Research company LMC Automotive put the drop at an additional 300,000 this year. It said that US sales are expected to decline to 16.5 million units in 2020. But the figures are before the closure of all manufacturing units in the United States. The number of sales is bound to drop nearly about a million or more, if the pandemic closure persists.

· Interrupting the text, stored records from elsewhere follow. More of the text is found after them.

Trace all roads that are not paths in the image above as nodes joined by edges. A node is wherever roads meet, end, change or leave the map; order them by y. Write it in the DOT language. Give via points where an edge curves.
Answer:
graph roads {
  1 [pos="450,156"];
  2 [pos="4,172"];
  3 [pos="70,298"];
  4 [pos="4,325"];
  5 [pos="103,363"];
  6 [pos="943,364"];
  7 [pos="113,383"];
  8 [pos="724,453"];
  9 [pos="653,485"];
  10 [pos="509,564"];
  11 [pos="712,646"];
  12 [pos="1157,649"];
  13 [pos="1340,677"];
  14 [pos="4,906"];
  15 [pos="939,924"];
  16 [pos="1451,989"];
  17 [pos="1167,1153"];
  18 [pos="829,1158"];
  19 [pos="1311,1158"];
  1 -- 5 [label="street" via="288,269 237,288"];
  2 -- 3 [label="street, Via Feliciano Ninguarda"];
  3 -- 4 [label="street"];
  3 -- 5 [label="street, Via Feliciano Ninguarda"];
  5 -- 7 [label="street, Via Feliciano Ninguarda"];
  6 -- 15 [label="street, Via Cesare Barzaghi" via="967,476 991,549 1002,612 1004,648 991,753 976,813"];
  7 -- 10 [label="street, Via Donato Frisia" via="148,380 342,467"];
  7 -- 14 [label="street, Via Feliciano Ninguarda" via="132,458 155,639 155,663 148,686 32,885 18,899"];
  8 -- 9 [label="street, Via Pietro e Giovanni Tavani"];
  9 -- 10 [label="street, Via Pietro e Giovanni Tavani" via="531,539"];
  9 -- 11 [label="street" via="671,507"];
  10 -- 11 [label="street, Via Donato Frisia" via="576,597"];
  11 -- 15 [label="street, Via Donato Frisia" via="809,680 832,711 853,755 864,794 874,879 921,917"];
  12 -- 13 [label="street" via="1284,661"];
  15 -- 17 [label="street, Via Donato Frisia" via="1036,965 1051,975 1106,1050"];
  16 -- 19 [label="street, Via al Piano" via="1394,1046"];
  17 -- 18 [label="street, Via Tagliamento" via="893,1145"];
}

“Forecasts for car markets are likely to be revised down as the public health crisis deepens - especially in Europe and North America,” says David Leggett, Automotive Editor for analytics company GlobalData. “If the global vehicle market decline in 2020 is nearer 10 percent, that will inevitably result in much lower earnings for automotive companies, many of whom are experiencing rising cost pressures formed by the necessity to invest in expensive technologies such as electrification. Indeed, the new stronger headwinds on the global car market come as they face the burden of much tighter regulatory hurdles on CO2, especially in Europe.”
In other places across the world, the predictions are the same. The pandemic, which has killed more than 22,000 people globally, has forced the shutdown of auto plants around the world as entire cities have gone into lockdown to stem the spread of the virus. Moody’s expects the auto sales in Western Europe to see a sharp decline at 21 percent this year. But this number may again go up considering Italy, Germany France, and Spain are all facing a steep rise in Coronavirus cases and deaths. The economy in Europe is bound to take a big hit seeing the spread of the virus in these countries and the complete shutdown of any kind of activity. In the US also the Coronavirus spread has crossed the 82,000 mark of China with the deaths crossing above a thousand.
China, the main supplier of auto parts to the world, saw an 80 percent decline in auto sales itself. With auto production limping back in the region, the supply chain of auto parts is bound to be affected. Any disruption in the global supply chain will impact production the world over through parts shortages. Most automakers are dependent for their supply on China. Most major automakers have a back supply of a month and a half at most. This means, in the US, most major automakers will be facing a shortfall very soon. General Motors CEO Mary Barra said that it has enough supplies to last only through the end of March.
The COVID-19 Coronavirus pandemic will erase as much as $2.7 trillion from the total global gross domestic product in 2020, according to analysts.